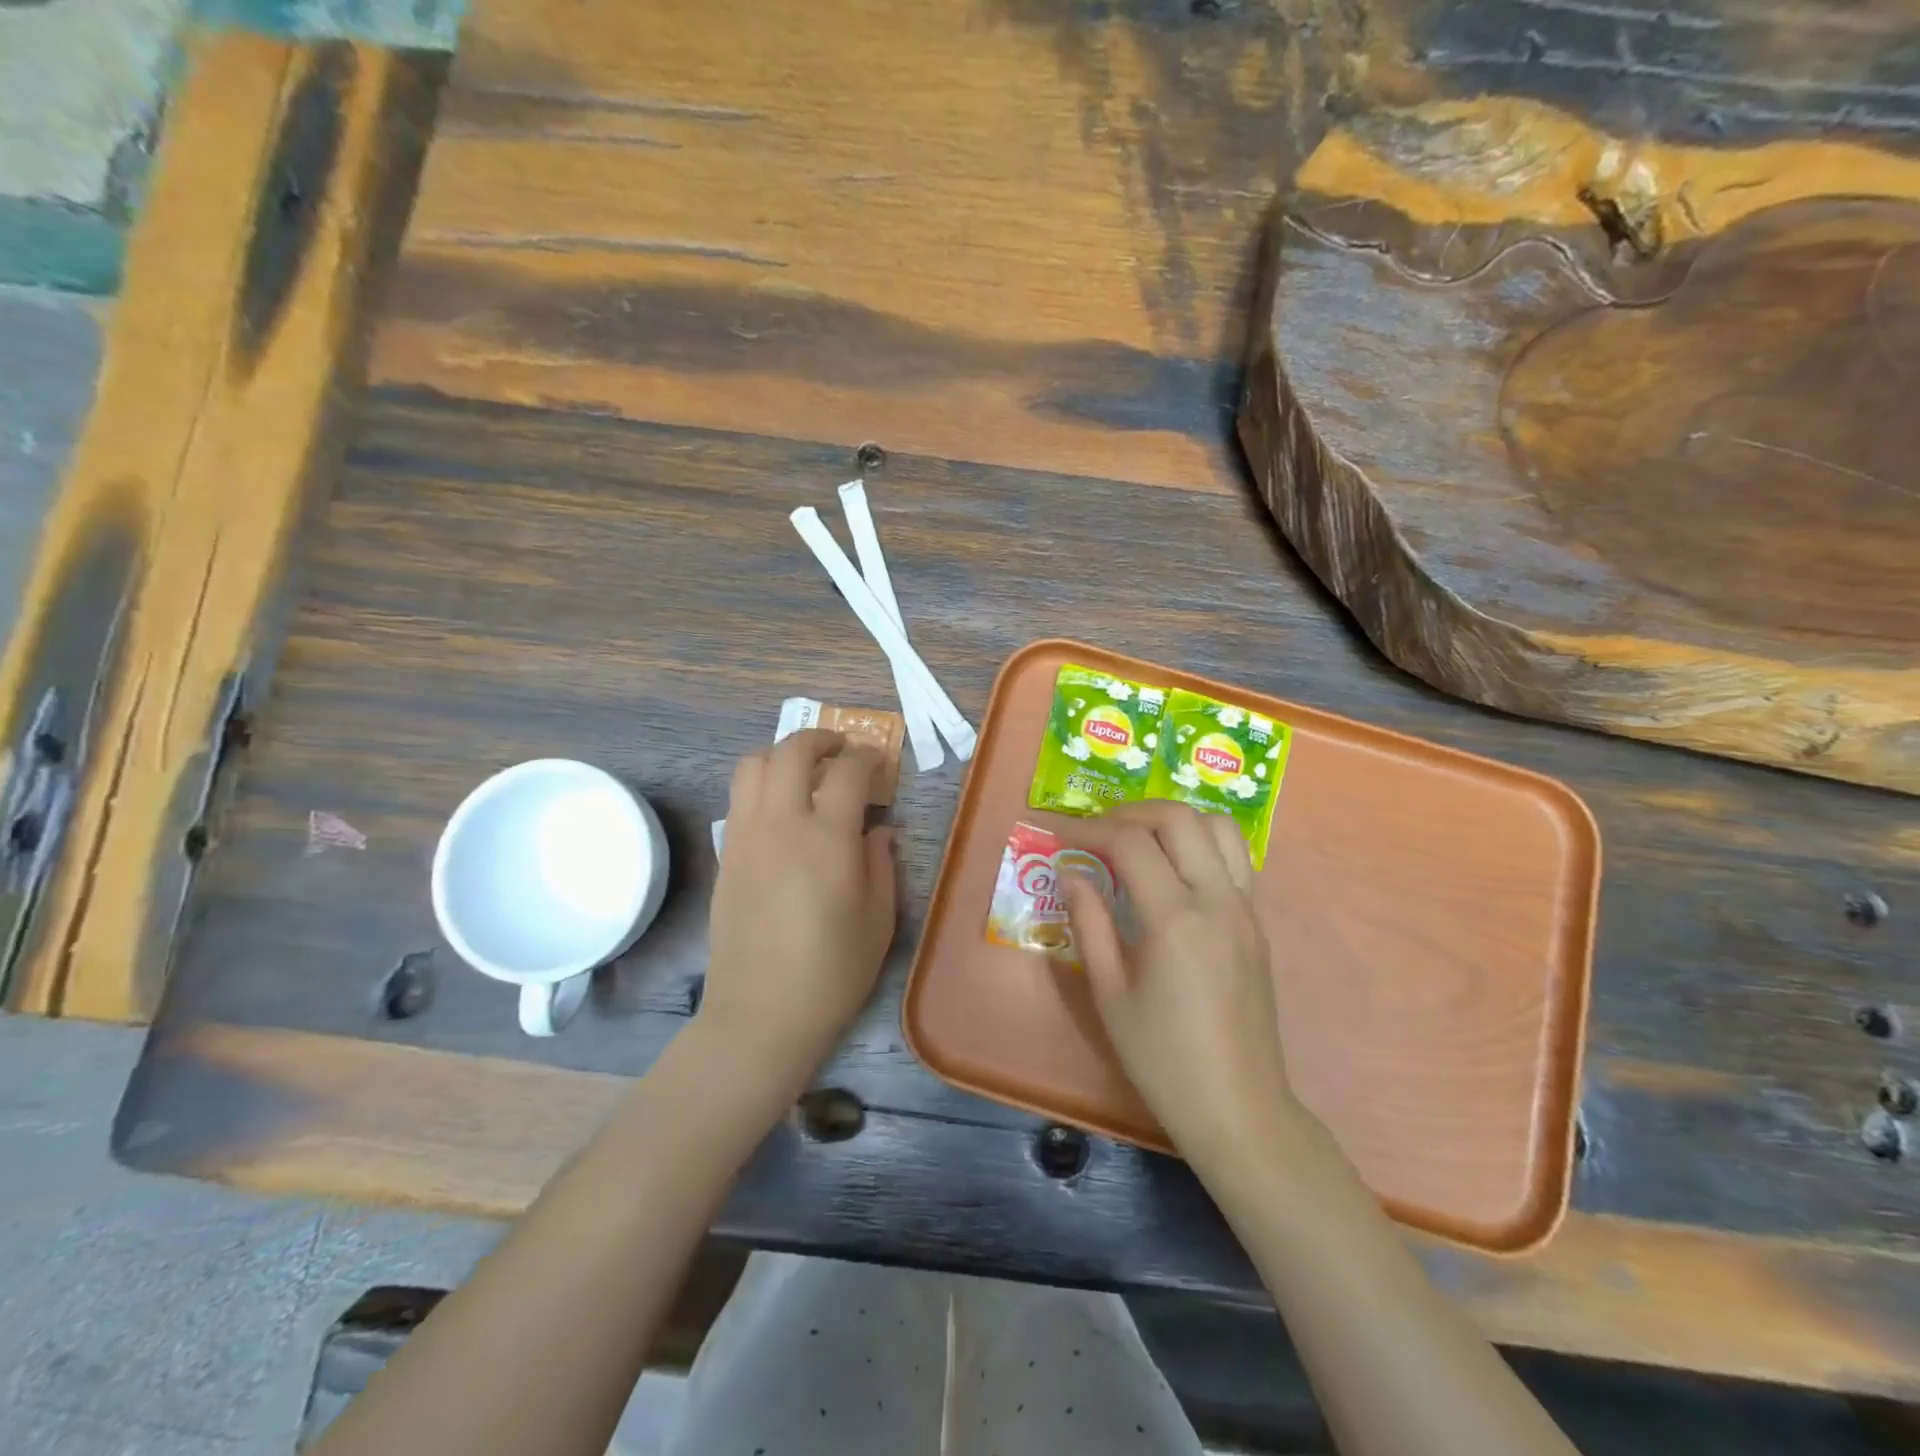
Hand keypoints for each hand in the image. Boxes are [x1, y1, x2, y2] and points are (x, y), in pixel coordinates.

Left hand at [702, 729, 896, 1081]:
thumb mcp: (879, 919)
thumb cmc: (833, 972)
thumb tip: (875, 828)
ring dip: (782, 755)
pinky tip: (781, 810)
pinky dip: (761, 785)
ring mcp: (746, 837)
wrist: (761, 1014)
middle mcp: (782, 824)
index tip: (877, 762)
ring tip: (804, 771)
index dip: (866, 757)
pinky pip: (739, 799)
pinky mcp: (726, 856)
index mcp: (828, 838)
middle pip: (791, 751)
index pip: (847, 771)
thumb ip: (881, 863)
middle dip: (819, 738)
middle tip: (841, 749)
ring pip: (753, 765)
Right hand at [1064, 801, 1301, 1164]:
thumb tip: (1071, 873)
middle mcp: (1217, 900)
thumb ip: (1089, 923)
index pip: (1132, 843)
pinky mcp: (1257, 923)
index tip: (1060, 835)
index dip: (1090, 829)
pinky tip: (1173, 869)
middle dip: (1132, 811)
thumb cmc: (1163, 1059)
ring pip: (1219, 828)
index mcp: (1176, 919)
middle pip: (1180, 818)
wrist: (1239, 1108)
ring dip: (1174, 819)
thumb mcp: (1110, 994)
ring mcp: (1245, 909)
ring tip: (1139, 838)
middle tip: (1097, 830)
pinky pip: (1235, 858)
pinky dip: (1201, 843)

● Work required
Given the data above, transcribe exactly the lines from the one containing "index tip: (877, 762)" down to the one containing "ring mcp: (1245, 909)", and no others.

● Response box
index tip: (877, 762)
ring tip: (804, 771)
index dip: (866, 757)
pinky pip: (739, 799)
pinky mcp: (726, 856)
index mcp: (828, 838)
middle pip: (791, 751)
index pip: (847, 771)
thumb ip: (881, 863)
middle dip: (819, 738)
middle tip: (841, 749)
ring pip: (753, 765)
Right hand at [1064, 801, 1301, 1164]:
thumb tip: (1071, 873)
middle mcp: (1217, 900)
thumb ip: (1089, 923)
index pip: (1132, 843)
pinky mcp: (1257, 923)
index tip: (1060, 835)
index dip: (1090, 829)
pinky tip: (1173, 869)
middle dip: (1132, 811)
thumb cmc: (1163, 1059)
ring pip: (1219, 828)
index mcp: (1176, 919)
middle pip: (1180, 818)
wrist: (1239, 1108)
ring dip: (1174, 819)
thumb mcp: (1110, 994)
ring mcp: (1245, 909)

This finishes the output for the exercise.